Activity: Search the entries for lines that contain the word "points", and report each one found.

================

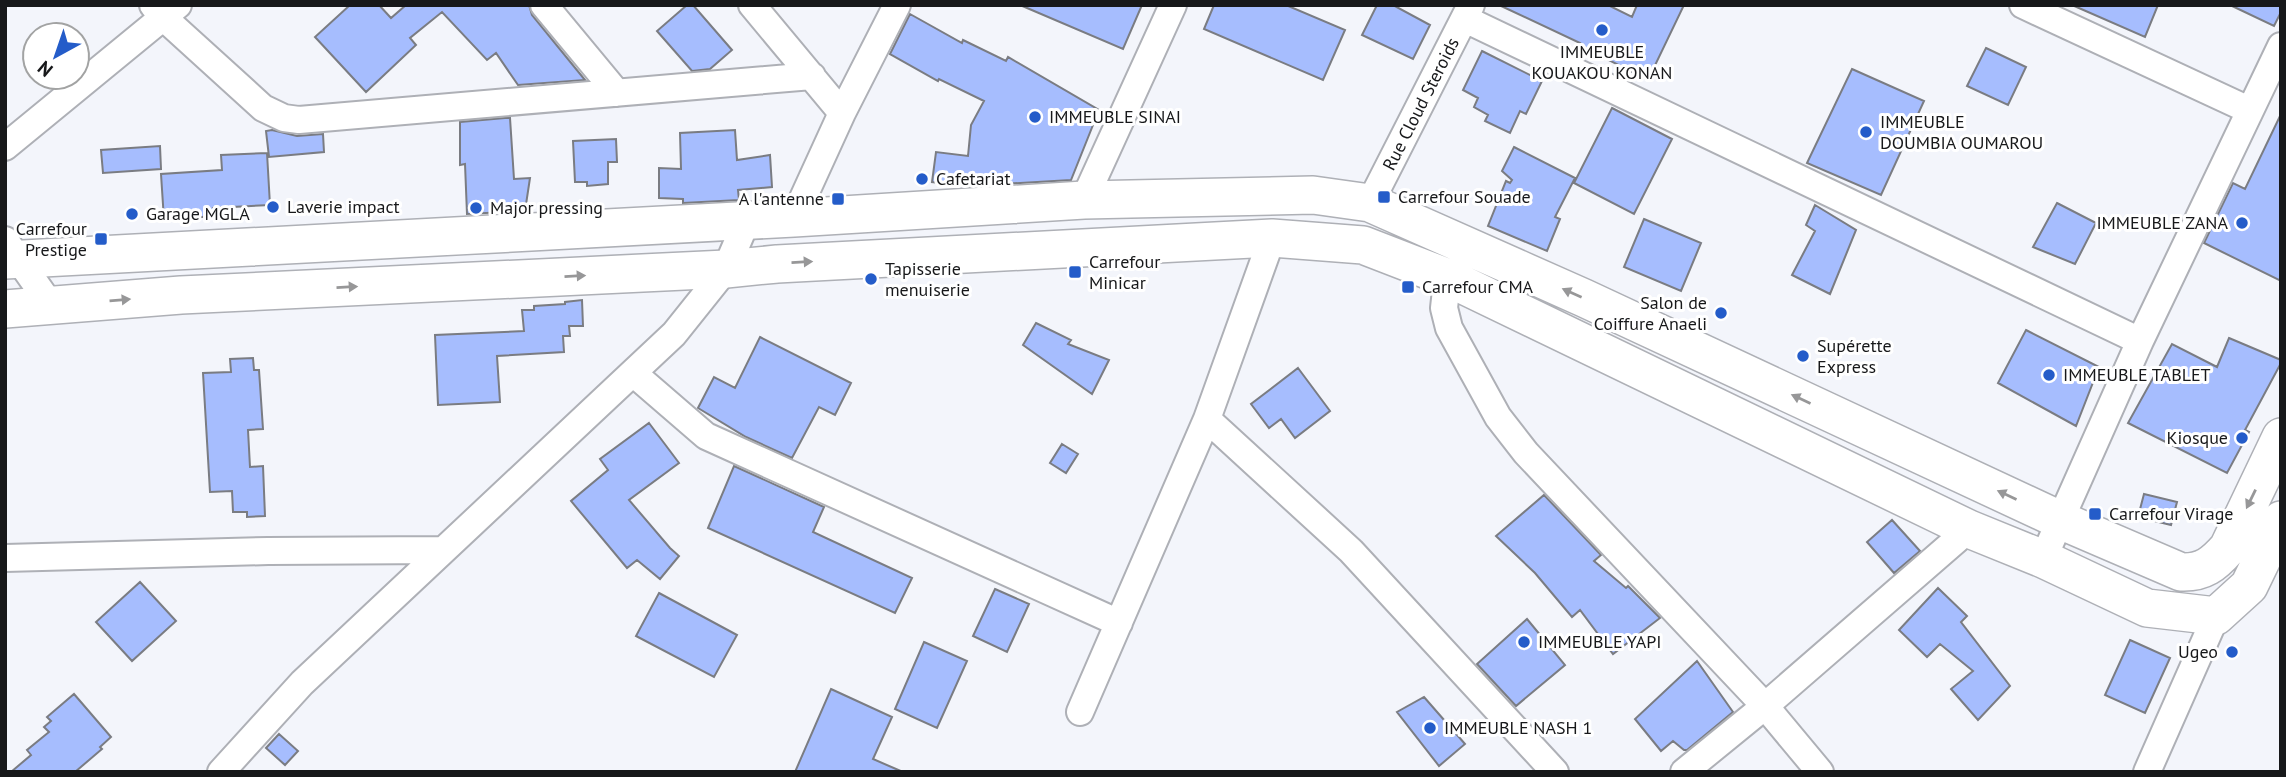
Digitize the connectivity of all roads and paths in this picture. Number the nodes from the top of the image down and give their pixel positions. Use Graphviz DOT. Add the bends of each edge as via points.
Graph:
graph roads {
  1 [pos="544,5"];
  2 [pos="752,5"];
  3 [pos="897,5"];
  4 [pos="1173,5"];
  5 [pos="2023,5"];
  6 [pos="165,9"];
  7 [pos="1468,12"];
  8 [pos="2281,46"];
  9 [pos="812,76"];
  10 [pos="617,93"];
  11 [pos="2249,110"];
  12 [pos="842,113"];
  13 [pos="5,147"];
  14 [pos="1084,200"];
  15 [pos="1370,203"];
  16 [pos="794,218"];
  17 [pos="747,220"];
  18 [pos="1272,238"];
  19 [pos="10,253"];
  20 [pos="726,269"];
  21 [pos="1451,279"];
  22 [pos="52,307"];
  23 [pos="5,309"];
  24 [pos="2140,341"];
  25 [pos="632,373"];
  26 [pos="1207,419"];
  27 [pos="2281,437"];
  28 [pos="2060,520"];
  29 [pos="2281,520"];
  30 [pos="1969,529"];
  31 [pos="442,550"];
  32 [pos="5,558"];
  33 [pos="2043,559"];
  34 [pos="2216,616"];
  35 [pos="1119,623"];
  36 [pos="1765,706"];
  37 [pos="1080,712"];
  38 [pos="221,772"];
  39 [pos="1555,772"];
  40 [pos="1684,772"];
  41 [pos="1820,772"];
  42 [pos="2147,772"];
  1 -- 10 [label="street"];
  2 -- 9 [label="street"];
  3 -- 12 [label="street"];
  4 -- 14 [label="street"];
  5 -- 11 [label="street"];
  6 -- 10 [label="street" via="262,108 284,118"];
  6 -- 13 [label="street"];
  7 -- 15 [label="street, Rue Cloud Steroids"];
  7 -- 24 [label="street"];
  8 -- 11 [label="street"];
  9 -- 10 [label="street"];
  9 -- 12 [label="street"];
  11 -- 24 [label="street"];
  12 -- 16 [label="street"];
  14 -- 15 [label="main road" via="1313,195"];
  14 -- 16 [label="main road"];
  28 -- 15 [label="main road, one-way"];
  16 -- 17 [label="main road"];
  17 -- 19 [label="main road"];
  17 -- 20 [label="street"];
  20 -- 18 [label="main road, one-way"];
  18 -- 21 [label="main road" via="1363,244"];
  18 -- 26 [label="street"];
  19 -- 22 [label="street"];
  22 -- 20 [label="main road, one-way" via="181,295"];
  20 -- 25 [label="street" via="674,334"];
  21 -- 30 [label="main road"];
  21 -- 36 [label="street" via="1444,308 1449,328 1498,416 1526,453"];
  22 -- 23 [label="main road"];
  24 -- 28 [label="street"];
  25 -- 31 [label="street"];
  25 -- 35 [label="street" via="706,436"];
  26 -- 35 [label="street"];
  26 -- 39 [label="street" via="1351,551"];
  27 -- 28 [label="main road, one-way" via="2228,548 2216,562 2196,573 2181,572"];
  28 -- 33 [label="street"];
  29 -- 34 [label="main road" via="2249,586"];
  30 -- 33 [label="main road"];
  30 -- 36 [label="street"];
  31 -- 32 [label="street"];
  31 -- 38 [label="street" via="302,683"];
  33 -- 34 [label="main road" via="2147,608"];
  34 -- 42 [label="street"];
  35 -- 37 [label="street"];
  36 -- 40 [label="street"];
  36 -- 41 [label="street"];
}
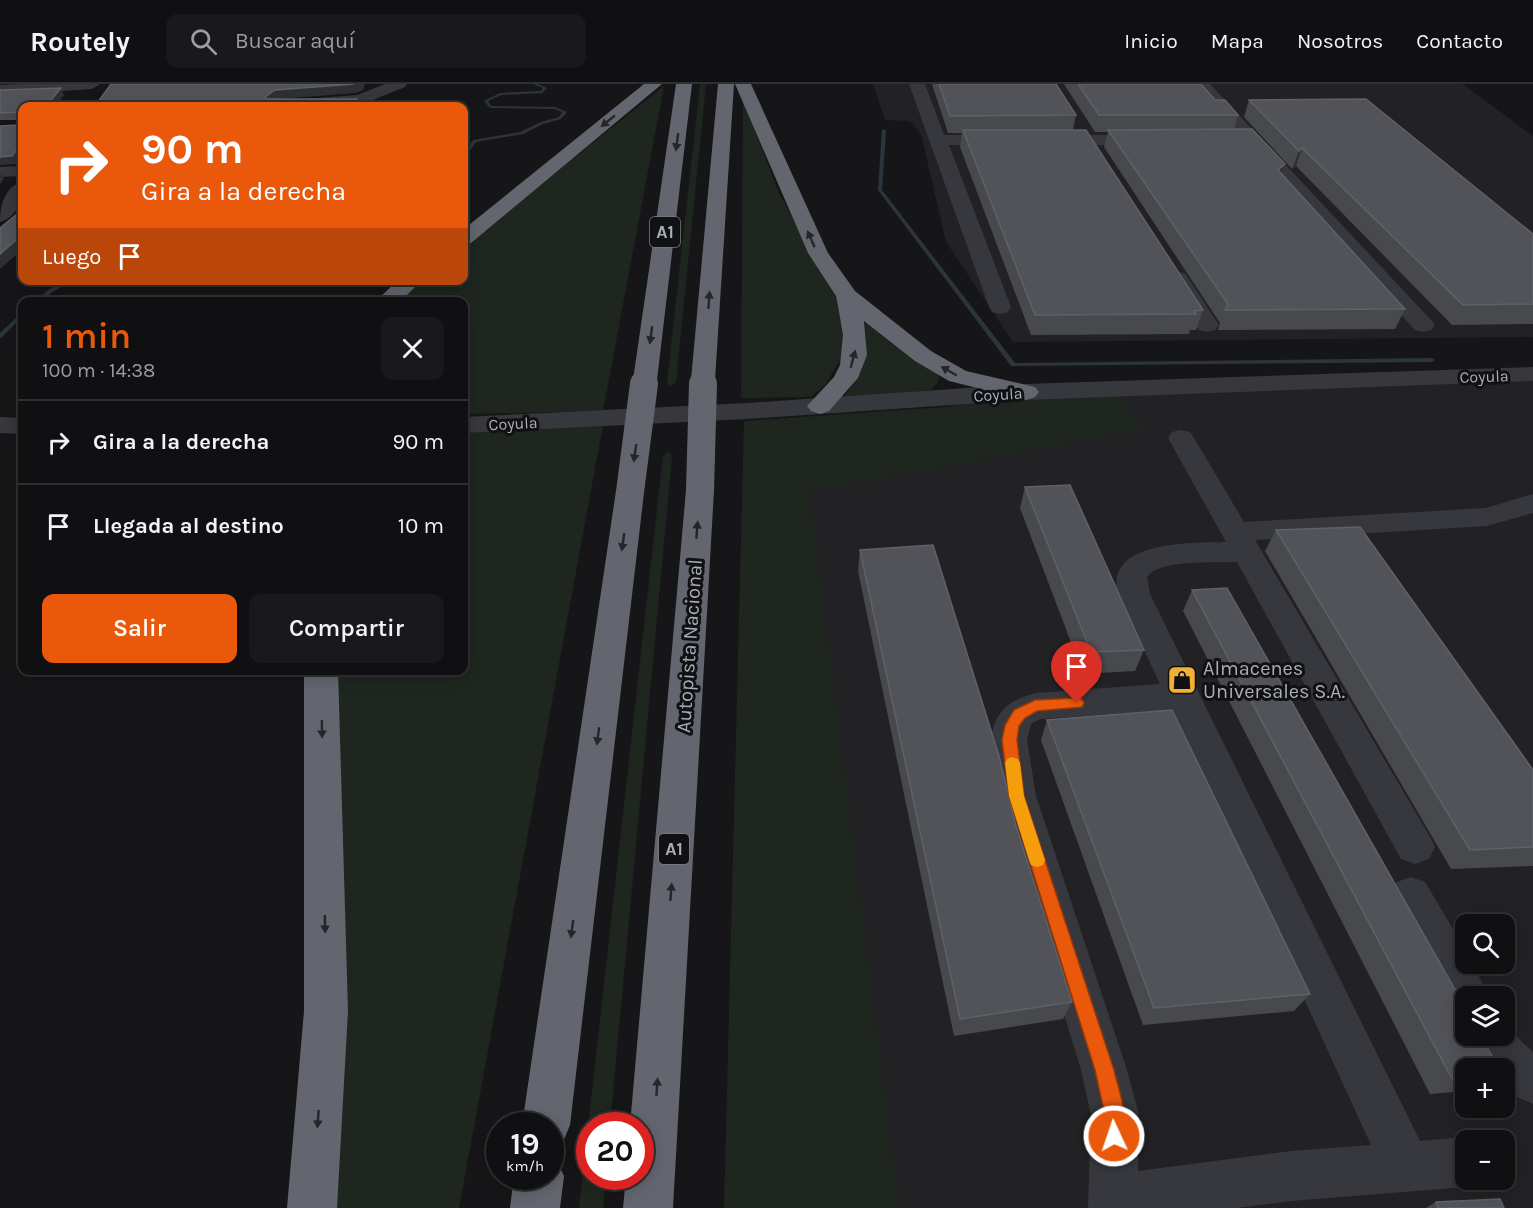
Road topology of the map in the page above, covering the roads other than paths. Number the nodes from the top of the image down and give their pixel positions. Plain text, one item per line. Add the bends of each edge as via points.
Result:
1 (399, 84) edge
2 (654, 84) edge
3 (684, 84) edge
4 (726, 84) edge
5 (743, 84) edge
6 (917, 84) edge
7 (1201, 84) edge
8 (91, 89) edge
9 (0, 90) edge
10 (355, 102) edge
11 (1076, 121) edge
12 (938, 140) junction
13 (1088, 140) junction
14 (1170, 140) edge
15 (1228, 140) edge
16 (1252, 140) junction
17 (1100, 159) edge
18 (18, 171) edge
19 (0, 172) edge
20 (18, 193) edge
21 (0, 216) edge
22 (18, 220) edge
23 (0, 222) edge
24 (468, 236) edge
25 (1169, 266) edge
26 (406, 285) edge
27 (847, 296) junction
28 (392, 297) edge
29 (1000, 307) dead end
30 (1207, 325) dead end
31 (1423, 325) dead end
32 (1533, 374) edge
33 (1026, 392) junction
34 (820, 406) junction
35 (0, 425) edge
36 (468, 425) edge
37 (18, 426) edge
38 (1181, 438) dead end
39 (1533, 502) edge
40 (1351, 527) junction
41 (1242, 542) junction
42 (1371, 556) edge
43 (321, 675) edge
44 (1182, 696) junction
45 (1415, 847) dead end
46 (1411, 895) dead end
47 (1461, 986) edge
48 (1495, 1046) edge
49 (1533, 1081) edge
50 (548, 1112) edge
51 (1455, 1163) edge
52 (1407, 1167) junction
53 (537, 1190) edge
54 (1113, 1203) edge
55 (312, 1208) edge
56 (535, 1208) edge
57 (648, 1208) edge

1 - 10 street
2 -> 24 highway
3 -> 50 highway, A1, bridge
57 -> 4 highway, Autopista Nacional / A1, bridge
27 -> 5 highway via 818,254
6 - 12 street
7 - 16 street
8 - 9 street
11 - 13 street
12 - 13 street
12 - 29 street
13 - 14 street
13 - 17 street
15 - 16 street
16 - 31 street
18 - 19 street
20 - 21 street
22 - 23 street
25 - 30 street
26 - 28 highway
33 -> 27 highway via 958,376 923,356
34 -> 27 highway via 849,374 856,329
32 - 33 street, Coyula
33 - 34 street, Coyula
34 - 36 street, Coyula
35 - 37 street
38 - 41 street
39 - 40 street via 1487,517
40 - 41 street
40 - 42 street
41 - 44 street via 1156,558 1133,571 1134,594
41 - 45 street
43 -> 55 highway via 326,1011
44 - 52 street
44 - 54 street via 1035,706 1019,714 1009,740 1017,796 1115,1115
46 - 47 street
48 - 49 street
51 - 52 street
52 - 54 street via 1291,1176
53 - 56 highway

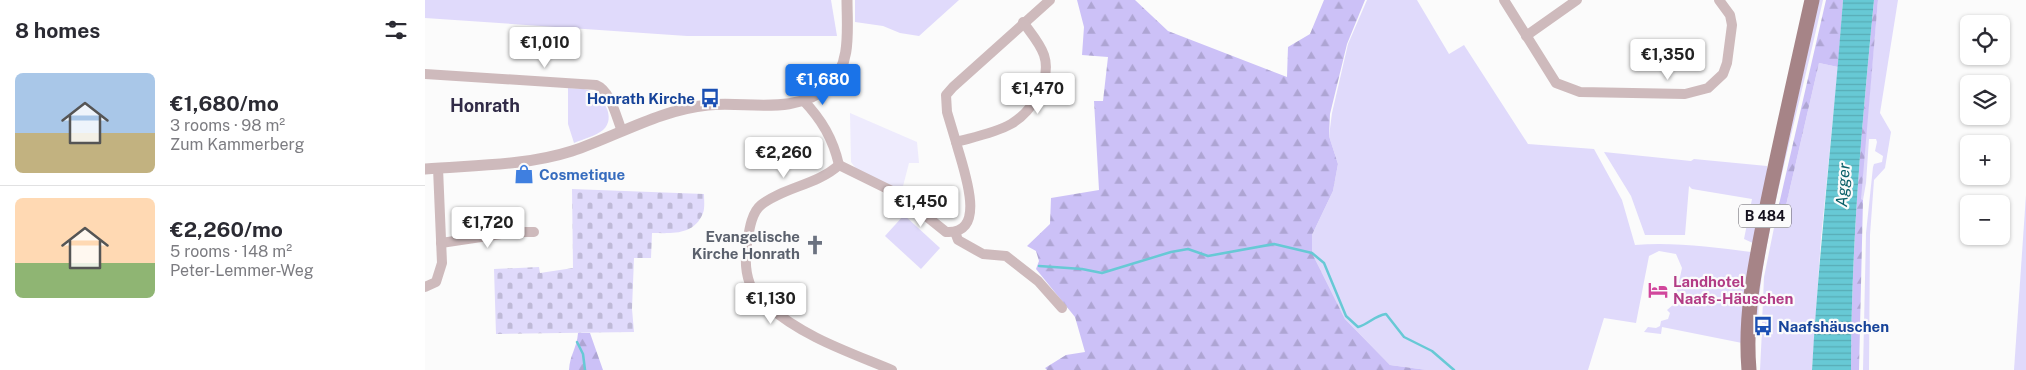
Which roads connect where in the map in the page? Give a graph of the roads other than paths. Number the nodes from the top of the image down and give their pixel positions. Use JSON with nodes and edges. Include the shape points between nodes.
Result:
{"nodes":[{"id":1,"x":847,"y":0,"type":"edge"},
{"id":2,"x":1050,"y":0,"type":"edge"},
{"id":3,"x":1504,"y":0,"type":"edge"},
{"id":4,"x":1577,"y":0,"type":"edge"},
{"id":5,"x":1719,"y":0,"type":"edge"},
{"id":6,"x":1812,"y":0,"type":"edge"},
{"id":7,"x":1023,"y":22,"type":"junction"},
{"id":8,"x":1526,"y":36,"type":"junction"},
{"id":9,"x":425,"y":74,"type":"edge"},
{"id":10,"x":803,"y":100,"type":"junction"},
{"id":11,"x":622,"y":131,"type":"junction"},
{"id":12,"x":956,"y":142,"type":"junction"},
{"id":13,"x":839,"y":165,"type":"junction"},
{"id":14,"x":438,"y":168,"type":"junction"},
{"id":15,"x":425,"y":169,"type":"edge"},
{"id":16,"x":534,"y":232,"type":"dead end"},
{"id":17,"x":955,"y":232,"type":"junction"},
{"id":18,"x":441,"y":243,"type":"junction"},
{"id":19,"x":425,"y":287,"type":"edge"},
{"id":20,"x":1062,"y":308,"type":"dead end"},
{"id":21,"x":892,"y":370,"type":"edge"},
{"id":22,"x":1749,"y":370,"type":"edge"}],
"edges":[{"from":1,"to":10,"type":"street","via":[[847,34],[841,70],[829,86]]},
{"from":2,"to":7,"type":"street"},
{"from":3,"to":8,"type":"street"},
{"from":4,"to":8,"type":"street"},
{"from":5,"to":8,"type":"street","via":[[1732,26],[1727,63],[1723,74],[1709,88],[1697,93],[1580,92],[1567,88],[1555,83]]},
{"from":6,"to":22,"type":"main road","number":"B 484","via":[[1751,288],[1747,327]]},
{"from":7,"to":12,"type":"street","via":[[946,95],[947,112]]},
{"from":7,"to":12,"type":"street","via":[[1044,54],[1046,66],[1037,97],[1011,124]]},
{"from":9,"to":11,"type":"street","via":[[595,85],[606,94]]},
{"from":10,"to":11,"type":"street","via":[[778,105],[705,105],[653,118]]},
{"from":10,"to":13,"type":"street","via":[[823,123]]},
{"from":11,"to":14,"type":"street","via":[[549,157]]},
{"from":12,"to":17,"type":"street","via":[[971,208],[963,229]]},
{"from":13,"to":17,"type":"street","via":[[900,195],[946,232]]},
{"from":13,"to":21,"type":"street","via":[[828,174],[773,198],[757,210],[747,245],[747,276],[753,291],[776,314],[821,341]]},
{"from":14,"to":15,"type":"street"},
{"from":14,"to":18,"type":"street"},
{"from":16,"to":18,"type":"street"},
{"from":17,"to":20,"type":"street","via":[[958,240],[983,254],[1006,256],[1038,282]]},
{"from":18,"to":19,"type":"street","via":[[441,270],[436,282]]}]}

================

Task answer:
Digitize the connectivity of all roads and paths in this picture. Number the nodes from the top of the image down and give their pixel positions. Use Graphviz DOT. Add the bends of each edge as via points.
Road topology of the map in the page above, covering the roads other than paths. Number the nodes from the top of the image down and give their pixel positions. Plain text, one item per line. Add the bends of each edge as via points.
Which roads connect where in the map in the page? Give a graph of the roads other than paths. Number the nodes from the top of the image down and give their pixel positions. Use JSON with nodes and edges. Include the shape points between nodes.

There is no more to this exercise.